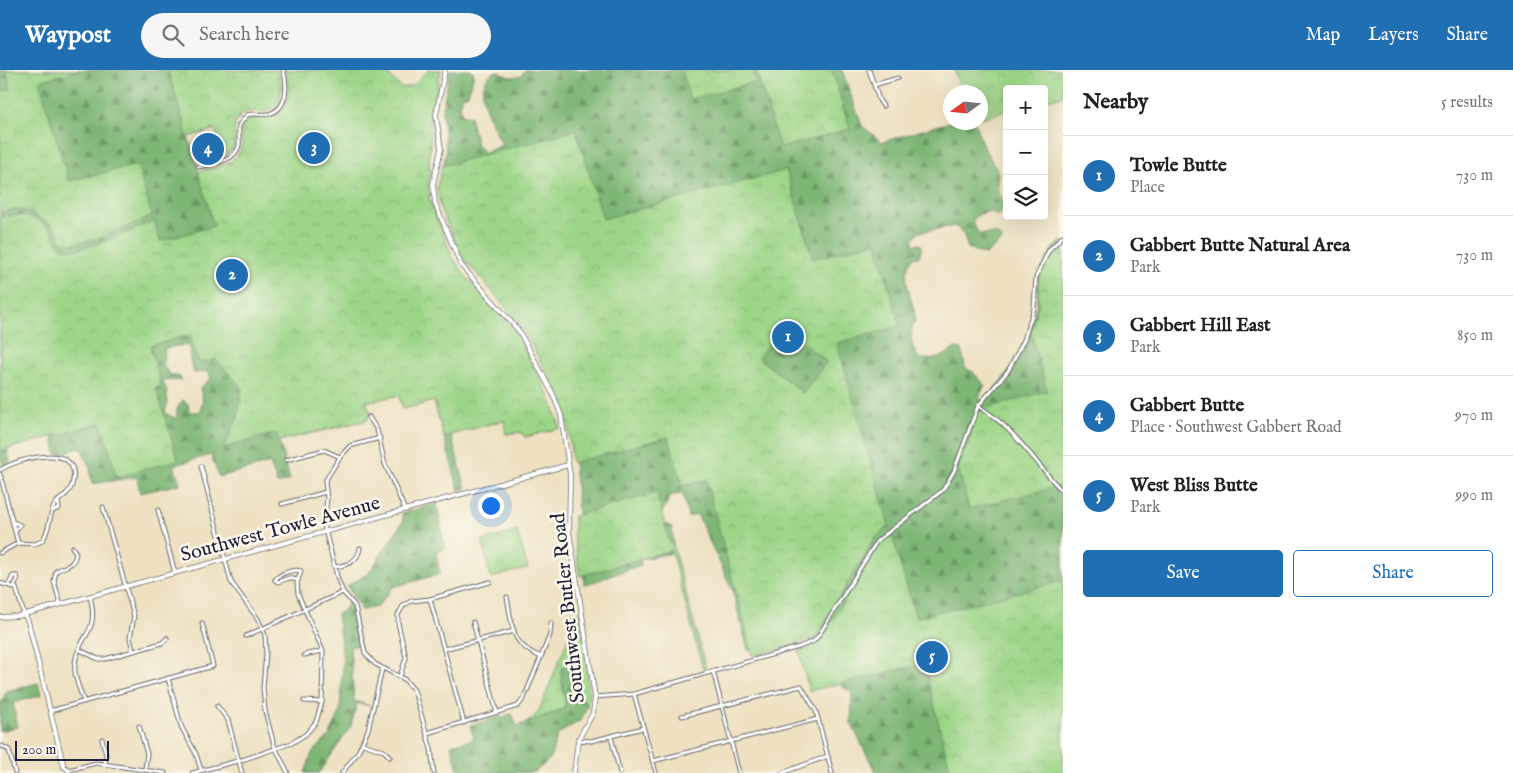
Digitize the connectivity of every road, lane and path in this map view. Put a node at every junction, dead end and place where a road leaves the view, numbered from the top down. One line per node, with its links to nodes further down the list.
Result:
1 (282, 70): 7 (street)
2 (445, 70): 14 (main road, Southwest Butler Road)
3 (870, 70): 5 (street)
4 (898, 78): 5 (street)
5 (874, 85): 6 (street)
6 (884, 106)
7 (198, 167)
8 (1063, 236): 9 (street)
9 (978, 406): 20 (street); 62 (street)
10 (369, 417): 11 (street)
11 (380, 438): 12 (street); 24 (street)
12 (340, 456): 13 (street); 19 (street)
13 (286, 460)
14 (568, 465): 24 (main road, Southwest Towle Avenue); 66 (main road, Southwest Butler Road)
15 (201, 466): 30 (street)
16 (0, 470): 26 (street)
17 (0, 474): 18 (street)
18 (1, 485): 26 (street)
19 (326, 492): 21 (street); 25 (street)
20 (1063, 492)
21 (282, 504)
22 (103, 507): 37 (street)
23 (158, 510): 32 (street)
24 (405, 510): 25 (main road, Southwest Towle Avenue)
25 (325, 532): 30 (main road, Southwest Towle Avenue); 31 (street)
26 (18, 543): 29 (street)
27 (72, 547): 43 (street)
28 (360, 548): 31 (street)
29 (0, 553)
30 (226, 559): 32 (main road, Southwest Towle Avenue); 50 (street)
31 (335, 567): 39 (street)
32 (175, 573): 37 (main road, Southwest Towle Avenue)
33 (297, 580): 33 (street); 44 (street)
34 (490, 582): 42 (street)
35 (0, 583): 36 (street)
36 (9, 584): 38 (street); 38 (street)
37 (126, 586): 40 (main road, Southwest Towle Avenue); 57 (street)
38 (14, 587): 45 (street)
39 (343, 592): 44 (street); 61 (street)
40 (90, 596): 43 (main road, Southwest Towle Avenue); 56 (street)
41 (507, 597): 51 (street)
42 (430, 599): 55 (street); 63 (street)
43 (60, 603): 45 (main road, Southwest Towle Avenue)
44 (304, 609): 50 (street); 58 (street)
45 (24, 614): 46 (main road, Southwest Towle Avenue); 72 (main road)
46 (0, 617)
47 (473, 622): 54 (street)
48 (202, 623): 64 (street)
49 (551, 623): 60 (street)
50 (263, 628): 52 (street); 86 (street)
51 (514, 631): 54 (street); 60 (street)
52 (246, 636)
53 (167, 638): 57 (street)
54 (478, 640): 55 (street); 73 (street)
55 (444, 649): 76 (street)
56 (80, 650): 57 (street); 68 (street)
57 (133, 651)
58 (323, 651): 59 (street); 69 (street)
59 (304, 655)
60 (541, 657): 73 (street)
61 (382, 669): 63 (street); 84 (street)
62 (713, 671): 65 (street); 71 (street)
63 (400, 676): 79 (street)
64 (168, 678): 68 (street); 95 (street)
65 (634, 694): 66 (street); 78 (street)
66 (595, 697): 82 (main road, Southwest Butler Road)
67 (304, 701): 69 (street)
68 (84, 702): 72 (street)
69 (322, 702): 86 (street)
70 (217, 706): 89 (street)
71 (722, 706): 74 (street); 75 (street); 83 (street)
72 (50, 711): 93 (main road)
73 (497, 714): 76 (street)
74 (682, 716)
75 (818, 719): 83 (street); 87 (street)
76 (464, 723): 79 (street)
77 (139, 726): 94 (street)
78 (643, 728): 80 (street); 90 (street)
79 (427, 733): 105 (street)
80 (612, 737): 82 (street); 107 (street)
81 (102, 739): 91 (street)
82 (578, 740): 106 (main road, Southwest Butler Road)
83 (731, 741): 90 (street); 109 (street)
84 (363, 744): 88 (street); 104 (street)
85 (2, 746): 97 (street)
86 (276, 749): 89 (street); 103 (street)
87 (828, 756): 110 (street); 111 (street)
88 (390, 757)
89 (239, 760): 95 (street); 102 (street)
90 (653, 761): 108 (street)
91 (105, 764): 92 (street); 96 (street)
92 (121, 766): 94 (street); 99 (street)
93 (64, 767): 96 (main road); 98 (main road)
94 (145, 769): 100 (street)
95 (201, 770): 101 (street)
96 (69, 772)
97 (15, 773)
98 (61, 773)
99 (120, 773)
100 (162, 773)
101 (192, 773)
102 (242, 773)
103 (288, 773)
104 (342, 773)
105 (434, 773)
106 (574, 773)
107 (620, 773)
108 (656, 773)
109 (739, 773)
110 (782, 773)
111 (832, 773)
---*---
ABOUT THIS EXERCISE » Starting from the records above, filter out all lines except those containing the word "Towle".

RESPONSE TO THE EXERCISE »
14 (568, 465): 24 (main road, Southwest Towle Avenue); 66 (main road, Southwest Butler Road)
24 (405, 510): 25 (main road, Southwest Towle Avenue)
25 (325, 532): 30 (main road, Southwest Towle Avenue); 31 (street)
30 (226, 559): 32 (main road, Southwest Towle Avenue); 50 (street)
32 (175, 573): 37 (main road, Southwest Towle Avenue)
37 (126, 586): 40 (main road, Southwest Towle Avenue); 57 (street)
40 (90, 596): 43 (main road, Southwest Towle Avenue); 56 (street)
43 (60, 603): 45 (main road, Southwest Towle Avenue)
45 (24, 614): 46 (main road, Southwest Towle Avenue); 72 (main road)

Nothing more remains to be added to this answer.